§ WHAT THE EXERCISE ASKS:
Retrieve all lines below that have the string "Right".

Named joint coordinates:
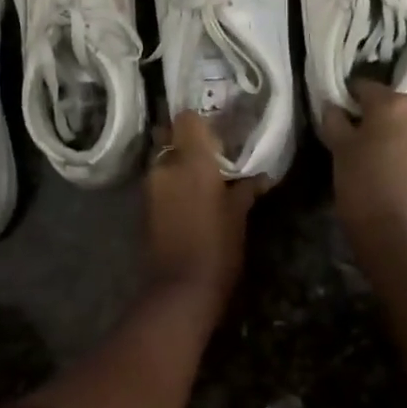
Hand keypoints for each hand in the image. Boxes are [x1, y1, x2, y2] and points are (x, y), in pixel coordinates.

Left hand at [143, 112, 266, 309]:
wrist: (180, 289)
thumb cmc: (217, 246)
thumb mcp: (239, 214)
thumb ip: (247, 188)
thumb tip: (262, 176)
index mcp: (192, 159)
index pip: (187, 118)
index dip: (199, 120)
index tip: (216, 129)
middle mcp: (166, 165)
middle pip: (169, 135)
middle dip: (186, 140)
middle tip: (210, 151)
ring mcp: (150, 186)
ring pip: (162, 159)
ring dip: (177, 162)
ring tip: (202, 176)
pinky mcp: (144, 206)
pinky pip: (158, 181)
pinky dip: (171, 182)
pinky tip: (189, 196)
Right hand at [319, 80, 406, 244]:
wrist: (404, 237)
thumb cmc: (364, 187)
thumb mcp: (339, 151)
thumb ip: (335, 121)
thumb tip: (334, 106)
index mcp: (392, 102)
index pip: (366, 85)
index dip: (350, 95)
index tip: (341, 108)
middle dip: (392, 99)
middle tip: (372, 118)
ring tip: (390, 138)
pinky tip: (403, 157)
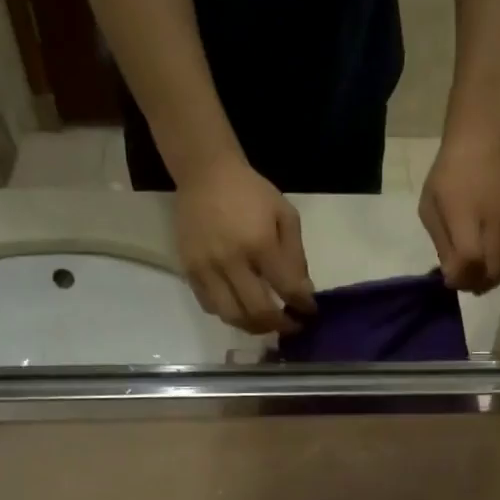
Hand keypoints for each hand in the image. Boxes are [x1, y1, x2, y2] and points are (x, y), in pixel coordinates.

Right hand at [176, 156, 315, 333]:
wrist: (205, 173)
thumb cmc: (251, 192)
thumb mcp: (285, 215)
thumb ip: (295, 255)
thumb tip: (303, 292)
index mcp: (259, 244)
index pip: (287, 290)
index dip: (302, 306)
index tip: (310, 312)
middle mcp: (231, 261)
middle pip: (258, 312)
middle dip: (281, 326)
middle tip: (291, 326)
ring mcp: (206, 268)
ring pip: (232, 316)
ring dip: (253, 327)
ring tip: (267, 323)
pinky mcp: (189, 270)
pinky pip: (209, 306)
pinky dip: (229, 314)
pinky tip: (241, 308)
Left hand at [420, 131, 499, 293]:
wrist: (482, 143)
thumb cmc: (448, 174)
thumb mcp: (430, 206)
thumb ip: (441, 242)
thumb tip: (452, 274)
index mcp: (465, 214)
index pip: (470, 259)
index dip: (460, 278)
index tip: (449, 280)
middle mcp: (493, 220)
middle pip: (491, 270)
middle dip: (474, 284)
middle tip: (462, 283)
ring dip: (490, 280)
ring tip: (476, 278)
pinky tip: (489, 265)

...

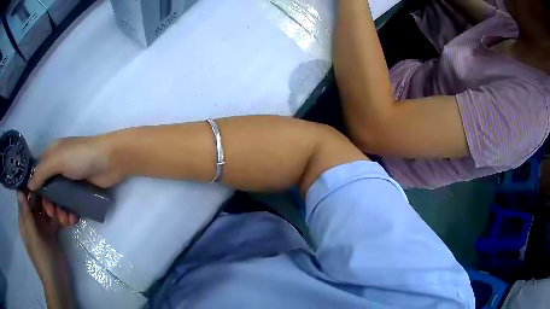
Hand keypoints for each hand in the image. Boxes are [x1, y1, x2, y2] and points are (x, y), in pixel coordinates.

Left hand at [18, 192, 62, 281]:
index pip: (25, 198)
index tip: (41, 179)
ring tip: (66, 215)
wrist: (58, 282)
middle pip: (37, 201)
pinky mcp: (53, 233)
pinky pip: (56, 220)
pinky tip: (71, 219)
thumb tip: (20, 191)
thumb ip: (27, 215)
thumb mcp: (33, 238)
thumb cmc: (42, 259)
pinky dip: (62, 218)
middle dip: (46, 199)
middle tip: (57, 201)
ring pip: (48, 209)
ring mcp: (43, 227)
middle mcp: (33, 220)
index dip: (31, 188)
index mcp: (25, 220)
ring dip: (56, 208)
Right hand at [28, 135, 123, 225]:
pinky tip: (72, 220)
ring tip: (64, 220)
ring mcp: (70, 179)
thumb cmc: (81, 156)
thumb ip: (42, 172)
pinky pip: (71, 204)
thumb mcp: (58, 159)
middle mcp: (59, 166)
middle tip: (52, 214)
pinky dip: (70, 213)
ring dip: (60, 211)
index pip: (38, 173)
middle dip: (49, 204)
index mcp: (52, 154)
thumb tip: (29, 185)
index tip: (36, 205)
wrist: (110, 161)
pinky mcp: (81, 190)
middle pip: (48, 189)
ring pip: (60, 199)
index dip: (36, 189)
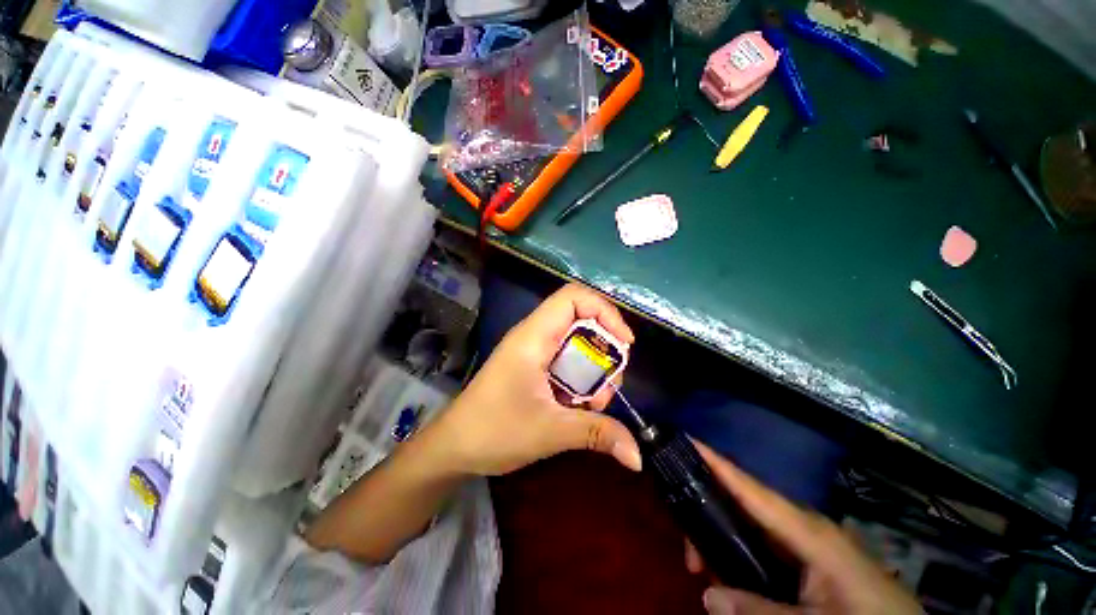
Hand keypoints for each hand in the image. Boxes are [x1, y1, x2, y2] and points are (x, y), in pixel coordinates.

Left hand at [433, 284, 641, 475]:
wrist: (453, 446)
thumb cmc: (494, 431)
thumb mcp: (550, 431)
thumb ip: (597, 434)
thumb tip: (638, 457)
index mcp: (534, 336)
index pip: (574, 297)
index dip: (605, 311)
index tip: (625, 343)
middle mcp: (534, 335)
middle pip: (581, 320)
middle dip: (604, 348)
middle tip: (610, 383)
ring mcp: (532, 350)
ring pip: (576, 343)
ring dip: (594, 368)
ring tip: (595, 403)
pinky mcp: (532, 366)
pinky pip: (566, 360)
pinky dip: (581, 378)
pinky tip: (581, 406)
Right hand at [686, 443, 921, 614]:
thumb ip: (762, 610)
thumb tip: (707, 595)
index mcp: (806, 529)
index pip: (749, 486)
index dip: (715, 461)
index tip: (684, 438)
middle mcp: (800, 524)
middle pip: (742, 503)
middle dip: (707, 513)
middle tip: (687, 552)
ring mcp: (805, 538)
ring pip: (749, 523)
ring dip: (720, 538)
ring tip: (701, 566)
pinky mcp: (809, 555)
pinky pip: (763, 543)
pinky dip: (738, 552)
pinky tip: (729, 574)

==

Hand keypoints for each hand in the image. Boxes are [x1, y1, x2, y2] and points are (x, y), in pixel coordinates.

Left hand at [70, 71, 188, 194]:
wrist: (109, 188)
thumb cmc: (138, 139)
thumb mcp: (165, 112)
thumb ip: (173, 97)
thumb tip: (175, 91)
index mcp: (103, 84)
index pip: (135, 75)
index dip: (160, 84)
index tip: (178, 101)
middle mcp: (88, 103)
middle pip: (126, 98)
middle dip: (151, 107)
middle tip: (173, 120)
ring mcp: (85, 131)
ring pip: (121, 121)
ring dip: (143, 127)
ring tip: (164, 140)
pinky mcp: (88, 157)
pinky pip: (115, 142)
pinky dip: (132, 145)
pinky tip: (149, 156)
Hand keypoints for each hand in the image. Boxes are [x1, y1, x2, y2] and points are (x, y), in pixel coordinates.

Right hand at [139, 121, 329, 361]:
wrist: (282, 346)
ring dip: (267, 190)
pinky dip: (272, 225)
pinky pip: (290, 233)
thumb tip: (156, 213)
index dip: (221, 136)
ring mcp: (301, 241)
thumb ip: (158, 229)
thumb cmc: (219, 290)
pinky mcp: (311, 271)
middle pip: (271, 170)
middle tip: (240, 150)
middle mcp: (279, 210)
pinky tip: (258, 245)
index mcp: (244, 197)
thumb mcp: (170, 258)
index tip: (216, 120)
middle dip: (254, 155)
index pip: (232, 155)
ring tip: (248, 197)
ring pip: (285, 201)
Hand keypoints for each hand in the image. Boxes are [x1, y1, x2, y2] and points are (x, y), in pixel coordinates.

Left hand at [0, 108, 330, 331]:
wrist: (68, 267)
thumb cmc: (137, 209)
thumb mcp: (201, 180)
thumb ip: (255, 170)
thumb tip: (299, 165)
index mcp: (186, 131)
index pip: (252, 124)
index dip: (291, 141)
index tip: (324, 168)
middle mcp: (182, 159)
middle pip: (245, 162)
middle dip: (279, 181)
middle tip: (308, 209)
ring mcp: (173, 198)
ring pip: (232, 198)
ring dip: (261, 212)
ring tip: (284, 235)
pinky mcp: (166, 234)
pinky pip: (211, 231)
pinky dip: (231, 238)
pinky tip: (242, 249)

§ SOLUTION TO THIS PROBLEM:
Right hand at [319, 80, 406, 244]:
Right hand at [176, 156, 315, 333]:
Right hand at [28, 135, 123, 225]:
Right hand at [686, 443, 921, 614]:
Right hand at [139, 121, 329, 361]:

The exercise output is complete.